2nd tax package allots P45B for ‘safety nets’

Amid fears of massive job losses, an approved version of the “Trabaho” bill allotted a total of P45 billion over a five-year period to “compensate” workers and firms that might get harmed because of tax reform.

This was according to the tax package recently passed in the House of Representatives, which included a section discussing safety nets for those who might be affected by the bill.

Called the structural adjustment fund, it was meant to “compensate workers that may be displaced by the rationalization of fiscal incentives,” the bill read.

The divisive tax package will lower the corporate income tax in the country, which today is still the highest in Southeast Asia. The same package, however, will rationalize tax incentives offered to investors.

The compensation was inserted in the bill despite claims from lawmakers and some government officials that the second tax reform package of the Duterte administration would create jobs and not lose them.

According to the house bill, a total of P5 billion over the next five years would be allocated for displaced workers and companies in the form of cash grants and training programs.

The bill passed the scrutiny of lawmakers in the lower House despite a recent admission from the Department of Labor and Employment (Dole) that the government has not yet completed a study on the impact of the bill on jobs.

The Senate has yet to pass its own version of the bill. In a statement late last month, Sen. Sonny Angara said that tax package would not proceed unless the government presented a definitive data on job impact.

“I’m surprised that the lower House passed this measure even without such study. The government should really take this issue on jobs seriously,” he said.

The support funding might strike a chord among critics, who have spoken loudly against the slow implementation of the safety nets under the TRAIN law, the first tax package of the Duterte administration.

The TRAIN law lowered the personal income tax, but raised consumption taxes on some goods, which partly caused the high inflation that ate up the purchasing power of the public.

Broken down, this P5 billion fund means Dole would have P500 million worth of annual funding in the form of cash grants or other support programs for displaced workers or firms, and another P500 million funding for the training of workers who might lose their jobs due to tax reform.

On top of these, the bill also includes a P15-billion support fund, which would be used to develop the infrastructure around and inside special economic zones and free ports. This will not be allocated on a yearly basis.

Bulk of the overall funding, however, would go exclusively to a skills upgrading program for the Information Technology and Business Process Outsourcing industry, the country’s largest private sector employer.

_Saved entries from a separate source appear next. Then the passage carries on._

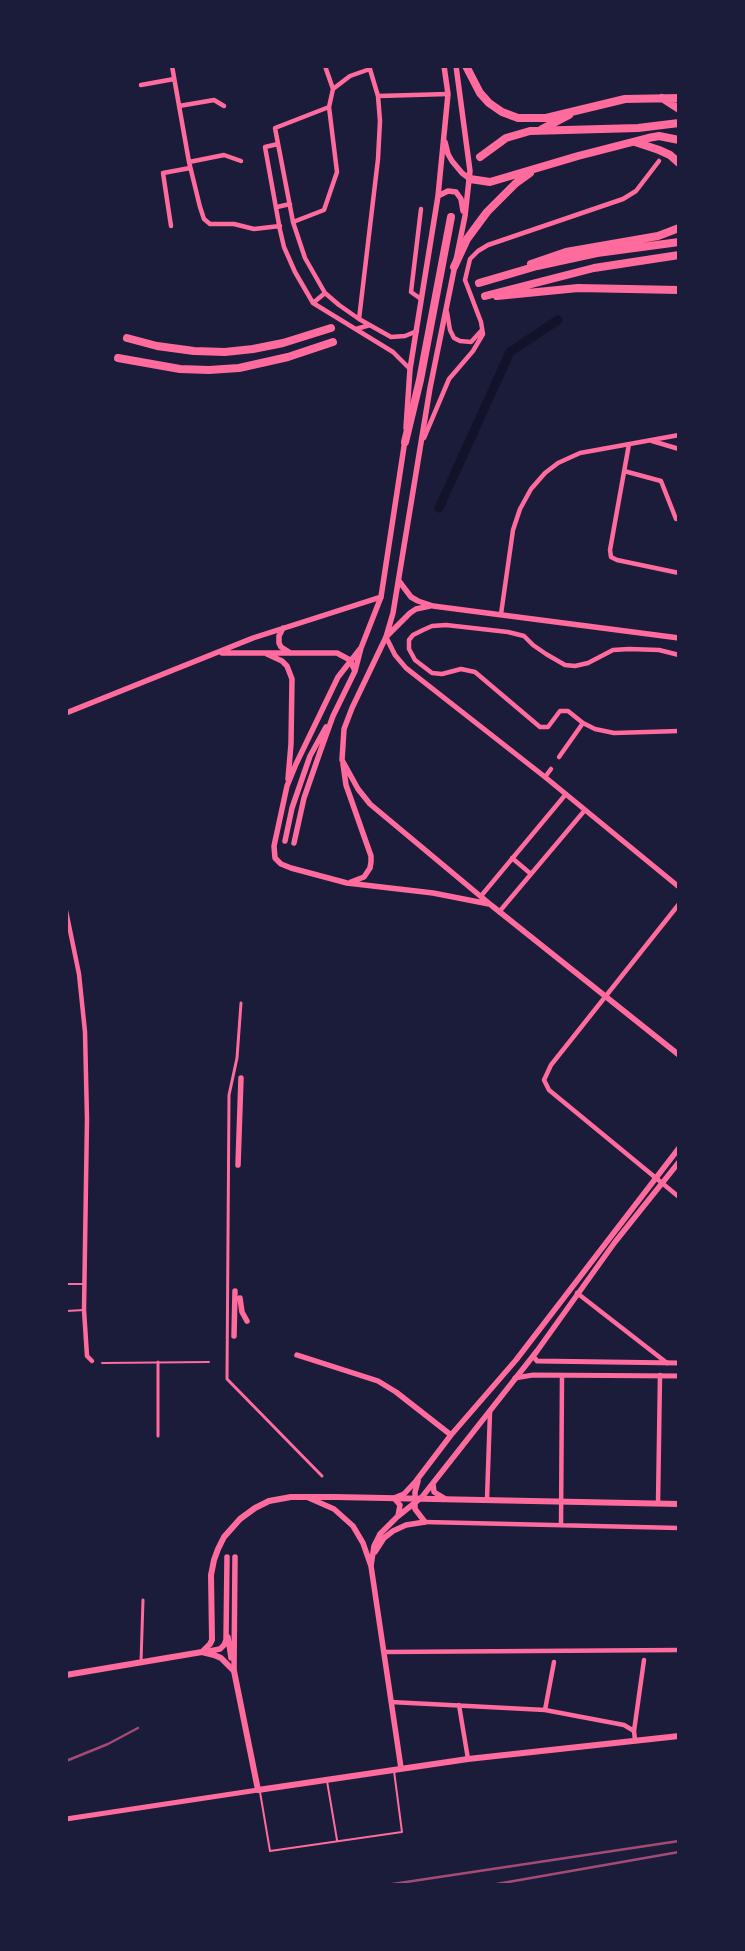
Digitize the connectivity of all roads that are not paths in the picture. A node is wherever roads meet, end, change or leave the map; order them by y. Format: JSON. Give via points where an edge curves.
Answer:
{"nodes":[{"id":1,"x":172,"y":66,"type":"edge"},
{"id":2,"x":325,"y":66,"type":"edge"},
{"id":3,"x":444,"y":66,"type":"edge"},
{"id":4,"x":456,"y":66,"type":"edge"},
{"id":5,"x":466,"y":66,"type":"edge"},
{"id":6,"x":370,"y":68,"type":"edge"},
{"id":7,"x":174,"y":79,"type":"junction"},
{"id":8,"x":141,"y":85,"type":"dead end"},
{"id":9,"x":333,"y":89,"type":"junction"},
{"id":10,"x":448,"y":94,"type":"junction"},
{"id":11,"x":378,"y":96,"type":"junction"},
{"id":12,"x":660,"y":97,"type":"junction"},
{"id":13,"x":679,"y":98,"type":"edge"},
{"id":14,"x":179,"y":106,"type":"junction"},
{"id":15,"x":224,"y":106,"type":"dead end"},
{"id":16,"x":329,"y":107,"type":"junction"},
{"id":17,"x":679,"y":109,"type":"edge"},
{"id":18,"x":575,"y":112,"type":"junction"},
{"id":19,"x":679,"y":123,"type":"edge"},
{"id":20,"x":538,"y":130,"type":"junction"},
{"id":21,"x":444,"y":135,"type":"junction"},
{"id":22,"x":679,"y":140,"type":"edge"},
{"id":23,"x":635,"y":142,"type":"junction"},
{"id":24,"x":278,"y":144,"type":"junction"},
{"id":25,"x":480,"y":157,"type":"dead end"},
{"id":26,"x":659,"y":160,"type":"dead end"},
{"id":27,"x":241,"y":161,"type":"dead end"},
{"id":28,"x":189,"y":162,"type":"junction"},
{"id":29,"x":679,"y":163,"type":"edge"},
{"id":30,"x":190,"y":168,"type":"junction"},
{"id":31,"x":537,"y":169,"type":"junction"},
{"id":32,"x":470,"y":179,"type":"junction"},
{"id":33,"x":438,"y":196,"type":"junction"},
{"id":34,"x":290,"y":204,"type":"junction"},
{"id":35,"x":277,"y":207,"type":"junction"},
{"id":36,"x":421,"y":209,"type":"dead end"},
{"id":37,"x":451,"y":217,"type":"dead end"},
{"id":38,"x":293,"y":222,"type":"junction"},
{"id":39,"x":170,"y":226,"type":"dead end"},
{"id":40,"x":280,"y":226,"type":"junction"},
{"id":41,"x":463,"y":226,"type":"junction"},
{"id":42,"x":679,"y":228,"type":"edge"},
{"id":43,"x":679,"y":242,"type":"edge"},
{"id":44,"x":679,"y":255,"type":"edge"},
{"id":45,"x":454,"y":267,"type":"junction"},
{"id":46,"x":504,"y":275,"type":"junction"},
{"id":47,"x":479,"y":283,"type":"dead end"},
{"id":48,"x":677,"y":290,"type":"edge"},
{"id":49,"x":325,"y":294,"type":"junction"},
{"id":50,"x":421,"y":299,"type":"junction"},
{"id":51,"x":446,"y":303,"type":"junction"},
{"id":52,"x":313,"y":304,"type":"junction"},
{"id":53,"x":359,"y":319,"type":"junction"},
{"id":54,"x":370,"y":325,"type":"junction"},
{"id":55,"x":332,"y":328,"type":"dead end"},
{"id":56,"x":356,"y":329,"type":"junction"},
{"id":57,"x":483,"y":329,"type":"junction"},
{"id":58,"x":417,"y":330,"type":"junction"},
{"id":59,"x":127,"y":338,"type":"dead end"},
{"id":60,"x":333,"y":342,"type":"dead end"},
{"id":61,"x":118,"y":358,"type":"dead end"},
{"id":62,"x":410,"y":369,"type":"junction"},
{"id":63,"x":679,"y":435,"type":"edge"},
{"id":64,"x":650,"y":440,"type":"junction"},
{"id":65,"x":405,"y":442,"type":"junction"},
{"id":66,"x":628,"y":444,"type":"junction"},
{"id":67,"x":420,"y":447,"type":"junction"},
{"id":68,"x":679,"y":449,"type":"edge"},
{"id":69,"x":624,"y":471,"type":"junction"},
{"id":70,"x":679,"y":519,"type":"edge"},
{"id":71,"x":679,"y":573,"type":"edge"},
{"id":72,"x":399,"y":581,"type":"junction"},
{"id":73,"x":381,"y":597,"type":"junction"},
{"id":74,"x":433,"y":606,"type":"junction"},
{"id":75,"x":501,"y":614,"type":"junction"},
{"id":76,"x":283,"y":628,"type":"junction"},
{"id":77,"x":386,"y":636,"type":"junction"},
{"id":78,"x":679,"y":638,"type":"edge"},
{"id":79,"x":361,"y":648,"type":"junction"},
{"id":80,"x":217,"y":653,"type":"junction"},
{"id":81,"x":265,"y":653,"type":"junction"},
{"id":82,"x":290,"y":653,"type":"junction"},
{"id":83,"x":679,"y":655,"type":"edge"},
{"id":84,"x":350,"y":660,"type":"junction"},
{"id":85,"x":355,"y":671,"type":"junction"},
{"id":86,"x":66,"y":713,"type":"edge"},
{"id":87,"x":333,"y":716,"type":"junction"},
{"id":88,"x":583,"y":723,"type":"junction"},
{"id":89,"x":679,"y":730,"type":"edge"},
{"id":90,"x":560,"y":757,"type":"dead end"},
{"id":91,"x":342,"y":760,"type":"junction"},
{"id":92,"x":551,"y":769,"type":"dead end"},
{"id":93,"x":545,"y":777,"type":"junction"},
{"id":94,"x":287,"y":786,"type":"junction"},
{"id":95,"x":566,"y":794,"type":"junction"},
{"id":96,"x":585,"y":810,"type":"junction"},
{"id":97,"x":284,"y":841,"type":"dead end"},
{"id":98,"x":294,"y":843,"type":"dead end"},
{"id":99,"x":512,"y":858,"type":"junction"},
{"id":100,"x":531,"y":874,"type":"junction"},
{"id":101,"x":347,"y":883,"type":"junction"},
{"id":102,"x":679,"y":887,"type":"edge"},
{"id":103,"x":481,"y":896,"type":"junction"},
{"id":104,"x":679,"y":904,"type":"edge"},
{"id":105,"x":491,"y":905,"type":"junction"},
{"id":106,"x":66,"y":911,"type":"edge"},
{"id":107,"x":499,"y":912,"type":"junction"},
{"id":108,"x":606,"y":997,"type":"junction"},
{"id":109,"x":241,"y":1003,"type":"dead end"},
{"id":110,"x":679,"y":1055,"type":"edge"},
{"id":111,"x":241,"y":1078,"type":"dead end"},
{"id":112,"x":679,"y":1148,"type":"edge"},
{"id":113,"x":679,"y":1162,"type":"edge"},
{"id":114,"x":238,"y":1165,"type":"dead end"},
{"id":115,"x":655,"y":1178,"type":"junction"},
{"id":116,"x":661,"y":1183,"type":"junction"},
{"id":117,"x":679,"y":1198,"type":"edge"},
{"id":118,"x":66,"y":1284,"type":"edge"},
{"id":119,"x":84,"y":1284,"type":"junction"},
{"id":120,"x":235,"y":1290,"type":"dead end"},
{"id":121,"x":577,"y":1293,"type":"junction"},
{"id":122,"x":240,"y":1298,"type":"dead end"},
{"id":123,"x":84,"y":1310,"type":"junction"},
{"id":124,"x":66,"y":1311,"type":"edge"},
{"id":125,"x":247,"y":1321,"type":"dead end"},
{"id":126,"x":234,"y":1336,"type":"dead end"},
{"id":127,"x":537,"y":1351,"type":"junction"},
{"id":128,"x":297,"y":1355,"type":"dead end"},
{"id":129,"x":92,"y":1361,"type":"dead end"},
{"id":130,"x":158,"y":1362,"type":"junction"},
{"id":131,"x":209,"y":1362,"type":"dead end"},
{"id":132,"x":102,"y":1363,"type":"dead end"},
{"id":133,"x":666,"y":1363,"type":"junction"},
{"id":134,"x":678,"y":1363,"type":"edge"},
{"id":135,"x":660,"y":1375,"type":"junction"},
{"id":136,"x":562,"y":1376,"type":"junction"},
{"id":137,"x":678,"y":1376,"type":"edge"},
{"id":138,"x":514,"y":1378,"type":"junction"},
{"id":139,"x":490,"y":1412,"type":"junction"},
{"id":140,"x":451,"y":1434,"type":"junction"},
{"id":141,"x":158,"y":1436,"type":"dead end"},
{"id":142,"x":322,"y":1476,"type":"dead end"},
{"id":143,"x":420,"y":1476,"type":"junction"},
{"id":144,"x":433,"y":1484,"type":"junction"},
{"id":145,"x":299,"y":1496,"type":"junction"},
{"id":146,"x":422,"y":1497,"type":"junction"},
{"id":147,"x":394,"y":1498,"type":"junction"},
{"id":148,"x":444,"y":1498,"type":"junction"},
{"id":149,"x":486,"y":1500,"type":"junction"},
{"id":150,"x":414,"y":1501,"type":"junction"},
{"id":151,"x":561,"y":1501,"type":"junction"},
{"id":152,"x":658,"y":1504,"type":"junction"},
{"id":153,"x":679,"y":1504,"type":"edge"},
{"id":154,"x":397,"y":1517,"type":"junction"},
{"id":155,"x":425,"y":1522,"type":"junction"},
{"id":156,"x":561,"y":1525,"type":"junction"},
{"id":157,"x":679,"y":1528,"type":"edge"},
{"id":158,"x":372,"y":1556,"type":"junction"},
{"id":159,"x":227,"y":1557,"type":"dead end"},
{"id":160,"x":235,"y":1557,"type":"dead end"},
{"id":161,"x":371,"y":1566,"type":"junction"},
{"id":162,"x":143,"y":1600,"type":"dead end"},
{"id":163,"x":212,"y":1633,"type":"junction"},
{"id":164,"x":227,"y":1633,"type":"junction"},
{"id":165,"x":218,"y":1650,"type":"junction"},
{"id":166,"x":679,"y":1650,"type":"edge"},
{"id":167,"x":202,"y":1652,"type":"junction"},
{"id":168,"x":384,"y":1652,"type":"junction"},
{"id":169,"x":644,"y":1660,"type":"dead end"},
{"id":170,"x":141,"y":1662,"type":"junction"},
{"id":171,"x":554,"y":1662,"type":"dead end"},
{"id":172,"x":234,"y":1671,"type":"junction"},
{"id":173,"x":66,"y":1676,"type":"edge"},
{"id":174,"x":391,"y":1702,"type":"junction"},
{"id":175,"x":460,"y":1705,"type":"junction"},
{"id":176,"x":545,"y":1710,"type":"junction"},
{"id":177,"x":634,"y":1731,"type":"junction"},
{"id":178,"x":679,"y":1736,"type":"edge"},
{"id":179,"x":635,"y":1740,"type":"junction"},
{"id":180,"x":468,"y":1759,"type":"junction"},
{"id":181,"x":401,"y":1768,"type":"junction"},
{"id":182,"x":393,"y":1769,"type":"junction"},
{"id":183,"x":327,"y":1779,"type":"junction"},
{"id":184,"x":259,"y":1790,"type":"junction"},
{"id":185,"x":66,"y":1819,"type":"edge"},
{"id":186,"x":337,"y":1840,"type":"junction"}],
"edges":[{"from":1,"to":7,"type":"street"},
{"from":2,"to":9,"type":"street"},
{"from":3,"to":10,"type":"main road"},
{"from":4,"to":32,"type":"main road"},
{"from":5,"to":18,"type":"highway","via":[[480,92],[502,112],[527,119]]},
{"from":6,"to":9,"type":"street","via":[[350,76]]},
{"from":6,"to":11,"type":"street"},
{"from":7,"to":8,"type":"street"},
{"from":7,"to":14,"type":"street"},
{"from":9,"to":16,"type":"street"},
{"from":10,"to":11,"type":"street"},
{"from":10,"to":21,"type":"main road"},
{"from":11,"to":53,"type":"street","via":[[378,159]]},
{"from":12,"to":13,"type":"highway"},
{"from":12,"to":17,"type":"highway"},
{"from":12,"to":18,"type":"highway","via":[[625,99]]},
{"from":14,"to":15,"type":"street","via":[[214,100]]},
{"from":14,"to":28,"type":"street"},
{"from":16,"to":24,"type":"street","via":[[275,128]]},
{"from":16,"to":38,"type":"street","via":[[337,172],[331,192],[324,210]]},
{"from":18,"to":20,"type":"highway"},
{"from":19,"to":20,"type":"highway","via":[[638,128]]},
{"from":20,"to":25,"type":"highway","via":[[506,138]]},
{"from":21,"to":32,"type":"main road","via":[[452,161]]},
{"from":21,"to":33,"type":"main road"},
{"from":22,"to":23,"type":"highway","via":[[659,136]]},
{"from":23,"to":29,"type":"highway","via":[[670,155]]},
{"from":23,"to":31,"type":"highway"},
{"from":24,"to":34,"type":"street"},
{"from":24,"to":35,"type":"street","via":[[265,146]]},
{"from":26,"to":57,"type":"street","via":[[636,192],[623,199],[478,251],[470,259],[464,280]]},
{"from":27,"to":28,"type":"street","via":[[224,155]]},
{"from":28,"to":30,"type":"street"},
{"from":30,"to":39,"type":"street","via":[[163,174]]},
{"from":30,"to":40,"type":"street","via":[[200,208],[210,224],[234,224],[254,229]]},
{"from":31,"to":32,"type":"highway","via":[[490,182]]},
{"from":31,"to":45,"type":"highway","via":[[516,183],[487,212],[467,239]]},
{"from":32,"to":41,"type":"main road"},
{"from":33,"to":41,"type":"main road","via":[[448,191],[456,192],[463,207]]},
{"from":33,"to":50,"type":"main road"},
{"from":34,"to":35,"type":"street"},
{"from":34,"to":38,"type":"street"},
{"from":35,"to":40,"type":"street"},
{"from":36,"to":50,"type":"street","via":[[411,292]]},
{"from":37,"to":65,"type":"highway"},
{"from":38,"to":49,"type":"street","via":[[305,258]]},
{"from":40,"to":52,"type":"street","via":[[284,248]]},
{"from":41,"to":45,"type":"main road"},
{"from":42,"to":46,"type":"highway","via":[[658,236],[566,252]]},
{"from":43,"to":46,"type":"highway","via":[[597,253]]},
{"from":44,"to":48,"type":"highway","via":[[594,268],[485,296],[578,288]]},
{"from":45,"to":51,"type":"main road"},
{"from":46,"to":47,"type":"highway"},
{"from":49,"to":52,"type":"street"},
{"from":49,"to":53,"type":"street"},
{"from":50,"to":58,"type":"main road"},
{"from":51,"to":57,"type":"street","via":[[454,338],[472,342]]},
{"from":51,"to":67,"type":"main road"},
{"from":52,"to":56,"type":"street"},
{"from":53,"to":54,"type":"street"},
{"from":54,"to":56,"type":"street"},
{"from":54,"to":58,"type":"street","via":[[391,337],[405,336]]},
{"from":55,"to":59,"type":"highway","via":[[283,343],[225,352],[157,346]]},
{"from":56,"to":62,"type":"street","via":[[394,352]]},
{"from":57,"to":67,"type":"street","via":[[481,340],[444,388]]},
{"from":58,"to":62,"type":"main road"},
{"from":60,"to":61,"type":"highway","via":[[239,368],[180,369]]},
{"from":62,"to":65,"type":"main road"},
{"from":63,"to":64,"type":"street"},
{"from":64,"to":66,"type":"street"},
{"from":64,"to":68,"type":"street"},
{"from":65,"to":73,"type":"main road"},
{"from":66,"to":69,"type":"street"},
{"from":66,"to":75,"type":"street","via":[[580,454],[558,463],[531,489],[520,509],[514,530]]},
{"from":67,"to":72,"type":"main road"},
{"from":69,"to":70,"type":"street","via":[[661,481],[676,519]]},
{"from":69,"to":71,"type":"street","via":[[611,557]]},
{"from":72,"to":74,"type":"main road","via":[[411,597]]},
{"from":72,"to":77,"type":"main road"},
{"from":73,"to":76,"type":"main road"},
{"from":73,"to":79,"type":"main road"},
{"from":74,"to":75,"type":"main road"},
{"from":74,"to":77,"type":"main road","via":[[416,609]]},
{"from":75,"to":78,"type":"main road"},
{"from":76,"to":80,"type":"main road"},
{"from":76,"to":82,"type":"main road","via":[[279,643]]},
{"from":77,"to":91,"type":"main road","via":[[344,729]]},
{"from":77,"to":93,"type":"street","via":[[406,668]]},
{"from":79,"to":84,"type":"main road"},
{"from":79,"to":85,"type":"main road"},
{"from":80,"to":81,"type":"main road"},
{"from":80,"to":86,"type":"main road"},
{"from":81,"to":82,"type":"main road"},
{"from":81,"to":94,"type":"main road","via":[[282,661],[292,679]]},
{"from":82,"to":84,"type":"main road","via":[[338,653]]},
{"from":83,"to":88,"type":"street","via":[[659,650],[612,650],[588,663],[565,665],[524,636],[446,625],[432,626],[409,640],[409,649],[415,660],[432,673],[461,669],[475,672],[540,727],[548,727],[560,711],[568,711]]},
{"from":84,"to":85,"type":"main road"},
{"from":84,"to":94,"type":"main road","via":[[338,677]]},
{"from":85,"to":87,"type":"main road"},
{"from":87,"to":97,"type":"main road","via":[[310,756]]},
{"from":87,"to":98,"type":"main road","via":[[304,798]]},
{"from":88,"to":89,"type":"street","via":[[614,733]]},
{"from":88,"to":90,"type":"street"},
{"from":91,"to":101,"type":"main road","via":[[346,784],[371,862],[364,877]]},
{"from":91,"to":103,"type":"main road","via":[[370,804]]},
{"from":92,"to":93,"type":"street"},
{"from":93,"to":95,"type":"street"},
{"from":94,"to":101,"type":"main road","via":[[274,846],[275,858],[291,868]]},
{"from":95,"to":96,"type":"street"},
{"from":95,"to":99,"type":"street"},
{"from":96,"to":100,"type":"street"},
{"from":96,"to":102,"type":"street"},
{"from":99,"to":100,"type":"street"},
{"from":99,"to":103,"type":"street"},
{"from":100,"to":107,"type":"street"},
{"from":101,"to":105,"type":"main road","via":[[433,893]]},
{"from":103,"to":105,"type":"main road"},
{"from":104,"to":108,"type":"street"},
{"from":105,"to":107,"type":"main road"},
{"from":106,"to":119,"type":"street","via":[[79,974],[85,1032]]},
{"from":107,"to":108,"type":"main road"},
{"from":108,"to":110,"type":"main road"},
{"from":108,"to":115,"type":"street","via":[[551,1065],[544,1080],[549,1090]]},
{"from":109,"to":142,"type":"street","via":[[237,1058],[229,1095],[227,1379]]},
{"from":111,"to":114,"type":"main road"},
{"from":112,"to":115,"type":"main road"},
{"from":113,"to":116,"type":"main road"},
{"from":115,"to":116,"type":"street"},
{"from":115,"to":140,"type":"main road","via":[[516,1360]]},
{"from":116,"to":117,"type":"street"},
{"from":116,"to":121,"type":"main road"},
{"from":118,"to":119,"type":"lane"},
{"from":119,"to":123,"type":"street"},
{"from":120,"to":126,"type":"main road"},
{"from":121,"to":127,"type":"main road"},
{"from":121,"to":133,"type":"street"},
{"from":122,"to":125,"type":"main road"},
{"from":123,"to":124,"type":"lane"},
{"from":123,"to":129,"type":"street","via":[[87,1356]]},
{"from":127,"to":133,"type":"street","via":[[534,1356],[537,1361]]},
{"from":127,"to":138,"type":"main road"},
{"from":128,"to":140,"type":"main road","via":[[378,1381]]},
{"from":130,"to":131,"type":"lane"},
{"from":130,"to":132,"type":"lane"},
{"from":130,"to":141,"type":"street"},
{"from":133,"to":134,"type":"street"},
{"from":134,"to":137,"type":"street"},
{"from":135,"to":136,"type":"street"},
{"from":135,"to":137,"type":"street"},
{"from":135,"to":152,"type":"street"},
{"from":136,"to":138,"type":"street"},
{"from":136,"to":151,"type":"street"},
{"from":138,"to":139,"type":"main road"},
{"from":139,"to":144,"type":"main road"},
{"from":139,"to":149,"type":"street"},
{"from":140,"to":143,"type":"main road"},
{"from":143,"to":147,"type":"main road","via":[[404,1494]]},
{"from":143,"to":150,"type":"main road"},
{"from":144,"to":146,"type":"main road"},
{"from":144,"to":148,"type":"main road","via":[[434,1492]]},
{"from":145,"to":147,"type":"main road"},
{"from":145,"to":161,"type":"main road","via":[[320,1502],[344,1517],[359,1534]]},
{"from":145,"to":163,"type":"main road","via":[[255,1508],[240,1519],[224,1538],[214,1560],[212,1575]]},
{"from":146,"to":148,"type":"main road"},
{"from":146,"to":150,"type":"main road"},
{"from":147,"to":150,"type":"main road"},
{"from":147,"to":154,"type":"main road","via":[[400,1505]]},
{"from":148,"to":149,"type":"main road"},
{"from":149,"to":151,"type":"main road"},
{"from":150,"to":154,"type":"main road"},
{"from":150,"to":155,"type":"main road","via":[[416,1512]]},
{"from":151,"to":152,"type":"main road"},
{"from":151,"to":156,"type":"street"},
{"from":152,"to":153,"type":"main road"},
{"from":154,"to":158,"type":"main road","via":[[380,1534]]},
{"from":155,"to":156,"type":"street"},
{"from":155,"to":158,"type":"main road","via":[[406,1525],[389,1533]]},
{"from":156,"to":157,"type":"street"},
{"from":158,"to":161,"type":"main road"},
{"from":159,"to":164,"type":"main road"},
{"from":160,"to":172,"type":"main road"},
{"from":161,"to":168,"type":"main road"},
{"from":162,"to":170,"type":"street"},
{"from":163,"to":165,"type":"main road"},
{"from":163,"to":167,"type":"main road","via":[[210,1644]]},
{"from":164,"to":165,"type":"main road","via":[[224,1645]]},
{"from":164,"to":172,"type":"main road"},
{"from":165,"to":167,"type":"main road"},
{"from":165,"to":172,"type":"main road"},
{"from":166,"to":168,"type":"street"},
{"from":167,"to":170,"type":"main road"},
{"from":167,"to":172,"type":"main road","via":[[221,1658]]},
{"from":168,"to":174,"type":"main road"},
{"from":169,"to":177,"type":"street"},
{"from":170,"to":173,"type":"main road"},
{"from":171,"to":176,"type":"street"},
{"from":172,"to":184,"type":"main road"},
{"from":174,"to":175,"type":"street"},
{"from":174,"to":181,"type":"main road"},
{"from":175,"to":176,"type":"street"},
{"from":175,"to":180,"type":"street"},
{"from":176,"to":177,"type":"street","via":[[624,1724]]},
{"from":177,"to":179,"type":"street"},
{"from":178,"to":179,"type":"main road"},
{"from":179,"to":180,"type":"main road"},
{"from":180,"to":181,"type":"main road"},
{"from":181,"to":182,"type":"main road"},
{"from":182,"to":183,"type":"main road"},
{"from":182,"to":186,"type":"lane","via":[[402,1832]]},
{"from":183,"to":184,"type":"main road"},
{"from":183,"to":186,"type":"lane"},
{"from":184,"to":185,"type":"street"},
{"from":184,"to":186,"type":"lane","via":[[270,1851]]}]}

The industry, whose members are mostly located in economic zones where they are given tax incentives, could get P5 billion every year for the program, a total of P25 billion in five years.

Finance Undersecretary Karl Chua previously told the Inquirer that the government would agree to give the funding only if the industry would support the tax package, despite the latter’s reservations.

The Information Technology and Business Process Association of the Philippines, which regards both job training and tax perks important, did not respond to requests for comment.